= Michael Hue-Williams =

British art dealer and gallery director (born 1965)
Michael Hue-Williams (born 26 July 1965) is a British art dealer and gallery director. He currently lives and works in London, and owns Albion Barn gallery in Oxfordshire.

==Early life and career==

Hue-Williams was born in Oxford on 26 July 1965 to Giles Peter and Margaret Hue-Williams. He graduated with a master's degree in History of Art at Trinity College, Cambridge in 1986. He opened his first gallery in partnership with Claus Runkel in 1988, with an exhibition of Max Ernst, designed by John Pawson (who went on to design two more of Hue Williams' exhibition spaces) with Claudio Silvestrin.

==Albion Gallery==

In 2004, Hue-Williams opened Albion Gallery, London, as owner and CEO. Albion, designed by Foster + Partners, was the largest single commercial gallery space in London. The gallery interior was designed by India Mahdavi (nominated in France as Designer of the Year in 2003). Situated on the southern bank of the River Thames, Albion featured three exhibition spaces representing artists such as David Adjaye, Campana Brothers, Xu Bing, Cai Guo-Qiang, Zhan Wang, Shilpa Gupta, Jitish Kallat, Mariko Mori, Jaume Plensa, Mark di Suvero, Vito Acconci, Andy Goldsworthy, Ilya Kabakov, James Turrell, Hiroshi Sugimoto, Kader Attia and Ai Weiwei, to whom he gave a first UK exhibition.

==External Projects==

Outside of his projects with Albion, Hue-Williams has produced numerous large-scale projects including: Stephen Cox in the Jamali Kamali Gardens, New Delhi, India, 1996; Cai Guo-Qiang’s ‘Man, Eye, Eagle in the Sky’, 2004 and Ilya and Emilia Kabakov’s project ‘The Ship of Tolerance’, 2005, both produced in Siwa, Egypt; and 'The Snow Show' (supporting Lance Fung), which was first shown in Lapland, Finland, 2004 and then for the Turin Winter Olympics, 2006, showing collaborative work by architects and artists including Yoko Ono, Anish Kapoor and Jaume Plensa.

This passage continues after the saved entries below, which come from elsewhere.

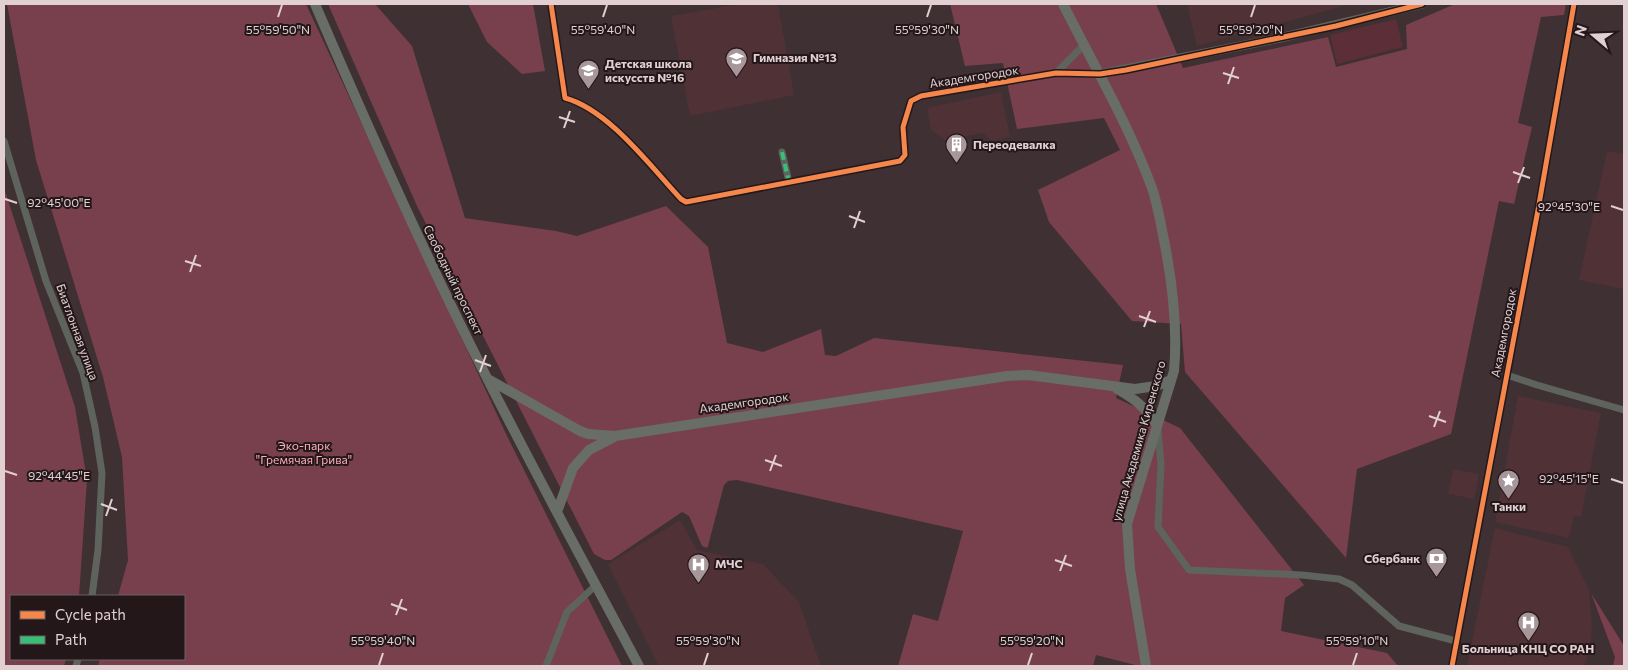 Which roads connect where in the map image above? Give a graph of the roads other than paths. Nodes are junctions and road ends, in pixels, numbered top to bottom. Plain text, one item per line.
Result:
1 (315, 4) edge
2 (551, 4) edge
3 (1063, 4) edge
4 (1422, 4) edge
5 (1574, 4) edge
6 (1084, 46) junction
7 (1056, 73) junction
8 (1100, 74) junction
9 (4, 140) edge
10 (782, 152) dead end
11 (789, 182) junction
12 (1507, 374) junction
13 (487, 379) junction
14 (1171, 380) junction
15 (1114, 387) junction
16 (1624, 410) edge
17 (1158, 425) junction
18 (616, 436) junction
19 (557, 512) junction
20 (595, 586) junction
21 (92, 595) edge
22 (1456, 641) junction
23 (546, 666) edge
24 (639, 666) edge
25 (1146, 666) edge
26 (1452, 666) edge

1 - 13 main road, Свободный проспект
2 - 11 street, Академгородок
3 - 6 main road, улица Академика Киренского
4 - 8 street, Академгородок
5 - 12 street, Академгородок
6 - 7 street
6 - 8 main road, улица Академика Киренского
7 - 8 street, Академгородок
7 - 11 street, Академгородок
8 - 14 main road, улица Академика Киренского
9 - 21 street, Биатлонная улица
10 - 11 street
12 - 16 street, Академгородок
12 - 22 street, Академгородок
13 - 18 main road
13 - 19 main road, Свободный проспект
14 - 15 main road, Академгородок
14 - 17 main road, улица Академика Киренского
15 - 17 main road
15 - 18 main road, Академгородок
17 - 22 street
17 - 25 main road, улица Академика Киренского
18 - 19 main road
19 - 20 main road, Свободный проспект
20 - 23 street
20 - 24 main road, Свободный проспект
22 - 26 street, Академгородок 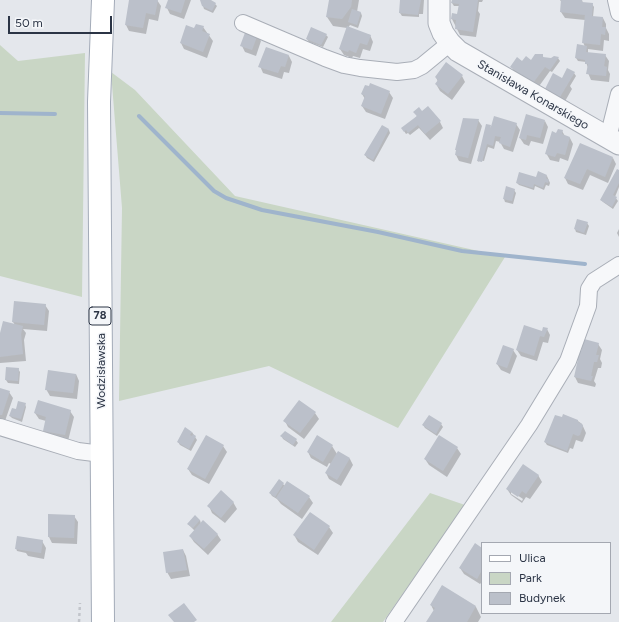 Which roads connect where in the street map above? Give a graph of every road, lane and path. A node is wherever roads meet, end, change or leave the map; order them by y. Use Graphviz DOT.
graph roads {
  1 [pos="102,0"];
  2 [pos="438,0"];
  3 [pos="616,0"];
  4 [pos="619,13"];
  5 [pos="243,22"];
  6 [pos="450,43"];
  7 [pos="619,94"];
  8 [pos="614,141"];
  9 [pos="619,264"];
  10 [pos="0,427"];
  11 [pos="102,454"];
  12 [pos="80,604"];
  13 [pos="79,622"];
  14 [pos="103,622"];
  15 [pos="394,622"];
  1 -- 11 [label="main road, Wodzisławska / 78"];
  2 -- 6 [label="street, Stanisława Konarskiego"];
  3 -- 4 [label="street"];
  5 -- 6 [label="street"];
  6 -- 8 [label="street, Stanisława Konarskiego"];
  7 -- 8 [label="street"];
  9 -- 15 [label="street"];
  10 -- 11 [label="street"];
  11 -- 14 [label="main road, Wodzisławska / 78"];
  12 -- 13 [label="path"];
} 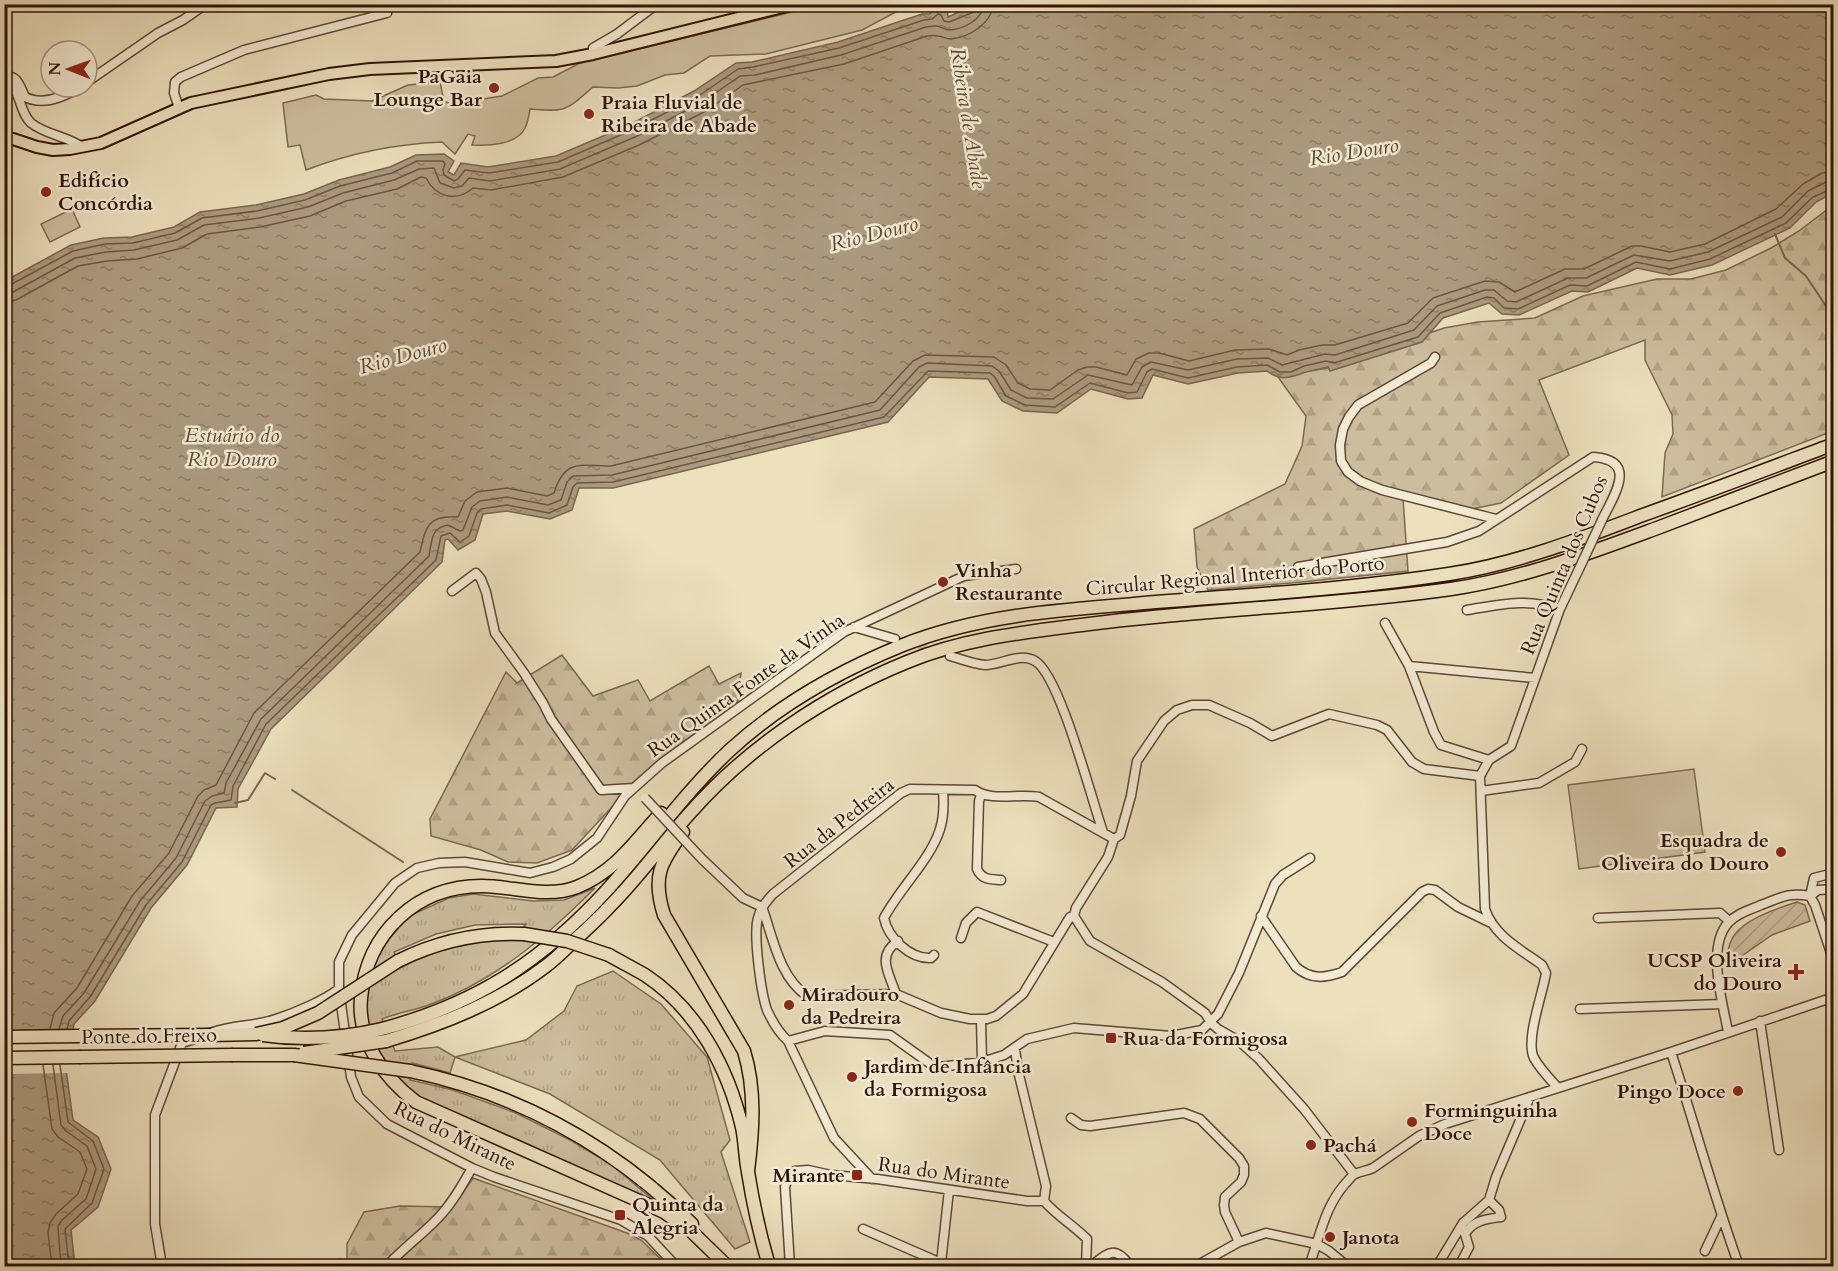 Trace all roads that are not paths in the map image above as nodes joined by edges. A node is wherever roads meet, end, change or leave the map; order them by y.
1 (206, 4) edge
2 (657, 4) edge
3 (795, 4) edge
4 (387, 13) dead end
5 (593, 54) junction
6 (99, 74) edge
7 (4, 78) edge
8 (52, 99) edge
9 (179, 108) junction
10 (4, 138) edge
11 (82, 147) junction
12 (1435, 357) dead end
13 (1833, 444) edge
14 (1833, 461) edge
15 (1496, 519) junction
16 (1298, 567) dead end
17 (1016, 569) dead end
18 (452, 591) dead end
19 (1560, 609) junction
20 (1467, 610) dead end
21 (1385, 623) dead end
22 (854, 627) junction
23 (895, 639) tunnel mouth
24 (950, 656) dead end
25 (1409, 666) junction
26 (1535, 678) junction
27 (1582, 749) dead end
28 (1489, 760) junction
29 (1480, 776) junction
30 (699, 781) junction
31 (634, 788) junction
32 (711, 791) junction
33 (943, 791) junction
34 (1481, 791) junction
35 (981, 795) junction
36 (1103, 832) junction
37 (1114, 839) junction
38 (1310, 858) dead end
39 (1833, 873) edge
40 (1001, 880) dead end
41 (1833, 889) edge
42 (1810, 896) junction
43 (762, 908) junction
44 (1074, 916) junction
45 (1261, 916) junction
46 (1598, 918) dead end
47 (1729, 921) junction
48 (1489, 922) junction
49 (961, 938) dead end
50 (898, 941) junction
51 (1054, 942) junction
52 (1831, 945) edge
53 (934, 955) dead end
54 (1833, 962) edge
55 (339, 989) junction
56 (896, 994) junction
57 (1833, 997) edge
58 (1722, 1004) junction
59 (1580, 1009) dead end
60 (981, 1020) junction
61 (1760, 1021) junction
62 (1211, 1023) junction
63 (1728, 1032) junction
64 (256, 1035) junction
65 (384, 1035) junction
66 (4, 1037) edge
67 (788, 1041) junction
68 (1016, 1049) junction
69 (1671, 1052) junction
70 (294, 1055) junction
71 (4, 1058) edge
72 (982, 1062) junction
73 (1558, 1088) junction
74 (1530, 1097) junction
75 (1071, 1118) dead end
76 (1779, 1150) dead end
77 (472, 1168) junction
78 (748, 1171) junction
79 (1354, 1174) junction
80 (872, 1179) junction
81 (950, 1190) junction
82 (1489, 1200) junction
83 (1044, 1201) junction
84 (1721, 1217) junction
85 (863, 1229) dead end
86 (1239, 1242) junction
87 (1317, 1244) junction
88 (1705, 1251) dead end
89 (717, 1256) junction
90 (162, 1266) edge
91 (329, 1266) edge
92 (346, 1266) edge
93 (387, 1266) edge
94 (676, 1266) edge
95 (727, 1266) edge
96 (769, 1266) edge
97 (790, 1266) edge
98 (1086, 1266) edge
99 (1091, 1266) edge
100 (1130, 1266) edge
101 (1196, 1266) edge
102 (1309, 1266) edge
103 (1347, 1266) edge
104 (1437, 1266) edge
105 (1459, 1266) edge
106 (1726, 1266) edge

1 - 6 street
2 - 5 street
3 - 5 main road
4 - 9 street
5 - 9 main road
7 - 8 street
7 - 11 street
9 - 11 main road
10 - 11 main road
12 - 15 street
13 - 30 highway, Circular Regional Interior do Porto
14 - 32 highway, Circular Regional Interior do Porto
15 - 16 street
15 - 19 street, Rua Quinta dos Cubos, bridge
17 - 22 street, Rua Quinta Fonte da Vinha
18 - 31 street
19 - 20 street
19 - 26 street, Rua Quinta dos Cubos
21 - 25 street
22 - 23 street
22 - 31 street, Rua Quinta Fonte da Vinha
24 - 36 street
25 - 26 street
25 - 28 street
26 - 28 street, Rua Quinta dos Cubos
27 - 34 street
28 - 29 street, Rua Quinta dos Cubos
29 - 34 street
29 - 37 street
30 - 65 highway, Circular Regional Interior do Porto
30 - 89 highway
31 - 43 street, bridge
31 - 55 street, Rua do Mirante
32 - 65 highway, Circular Regional Interior do Porto
32 - 78 highway
33 - 35 street, Rua da Pedreira
33 - 43 street, Rua da Pedreira
33 - 50 street
34 - 48 street
35 - 36 street, Rua da Pedreira
35 - 40 street
36 - 37 street, Rua da Pedreira
37 - 44 street
38 - 45 street
39 - 42 street
41 - 42 street
42 - 47 street
42 - 52 street
43 - 56 street
43 - 67 street
44 - 51 street
44 - 62 street
45 - 48 street
45 - 62 street
46 - 47 street
47 - 58 street
48 - 73 street
49 - 51 street
50 - 53 street
50 - 56 street
51 - 60 street
52 - 54 street
55 - 77 street, Rua do Mirante
55 - 90 street
56 - 60 street
57 - 61 street
58 - 59 street
58 - 63 street
60 - 72 street
61 - 63 street
61 - 76 street
62 - 68 street
62 - 79 street
63 - 69 street
64 - 65 highway, Circular Regional Interior do Porto, bridge
64 - 66 highway, Ponte do Freixo, bridge
64 - 78 highway, bridge
65 - 70 highway, Circular Regional Interior do Porto, bridge
67 - 72 street
67 - 80 street
68 - 72 street
68 - 83 street
69 - 73 street
69 - 84 street
70 - 71 highway, Ponte do Freixo, bridge
70 - 89 highway, bridge
73 - 74 street
74 - 79 street
74 - 82 street
75 - 86 street
77 - 93 street
77 - 94 street, Rua do Mirante
78 - 96 highway
79 - 87 street
80 - 81 street, Rua do Mirante
80 - 97 street, Rua do Mirante
81 - 83 street, Rua do Mirante
81 - 85 street
82 - 104 street
82 - 105 street
83 - 98 street
84 - 88 street
84 - 106 street
86 - 87 street
86 - 101 street
87 - 102 street
87 - 103 street
89 - 95 highway
91 - 92 street
99 - 100 street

Hue-Williams has also helped to produce exhibitions at the Guggenheim, New York; Tate Gallery, London; Haus der Kunst, Munich; Martin Gropius Bau and MAK, Vienna; Fondation Beyeler, Basel; Serpentine, London; and Waddesdon Manor. He was a keynote speaker at the Intelligence Squared debate on morals and ethics in the art-world in 2010; Hue-Williams discussed whether "the art market is less ethical than the stock market," alongside Richard L. Feigen, Adam Lindemann, Jerry Saltz, Chuck Close and Amy Cappellazzo.

In 2012, Hue-Williams curated the outdoor sculpture exhibition House of Cards for Lord Rothschild and Christie's, including works by Richard Serra, Jeff Koons, Damien Hirst, Joana Vasconcelos, Wim Delvoye, Tony Smith, Marc Newson and Anish Kapoor, among others.

In 2013, he curated the Masterpiece Sculpture Walk, including works by Eduardo Chillida, Joana Vasconcelos, Xu Bing, and Zhan Wang.

==Albion Barn and Fields==
Hue-Williams opened his latest exhibition space in October 2013. Albion Barn is situated in Oxfordshire and was designed by Christina Seilern, principal architect of Studio Seilern Architects, winners of the 2013 RIBA Awards. The space opened with an exhibition of James Turrell’s works including a Skyspace. Since then, Albion Barn has exhibited shows by artists such as Richard Woods (2014 and 2019), John Virtue (2015 and 2019), Henry Hudson (2015), Richard Long (2018), Joana Vasconcelos (2018), Nick Knight (2019) Constantin Brancusi and Magdalene Odundo (2020), Douglas Gordon (2021) and James Capper (2017, 2021 and 2022).

In 2021, the opening of Albion Fields saw Hue-Williams expand his Oxfordshire operation. Albion Fields is a sculpture park set within 50 acres of countryside, parts of which have been rewilded. The inaugural show included sculptures by Erwin Wurm, Ai Weiwei, Vito Acconci, Kevin Francis Gray, Richard Long, Bernar Venet, Cristina Iglesias and Alicja Kwade, among others, as well as a pavilion by David Adjaye.

==Albion Publishing==

Hue-Williams owns his own publishing company, Albion Publishing. He has published more than 50 books including monographs on Cai Guo-Qiang, Ai Weiwei, James Turrell, Joana Vasconcelos, Xu Bing, Campana Brothers, and Andy Goldsworthy. Other publications include: John Virtue, Richard Woods, Scott Burton, Wang Qing Song and Jitish Kallatt, among others.

In 2013, he founded the Seven Sins Press, working on the first of 7 publishing projects with Douglas Gordon.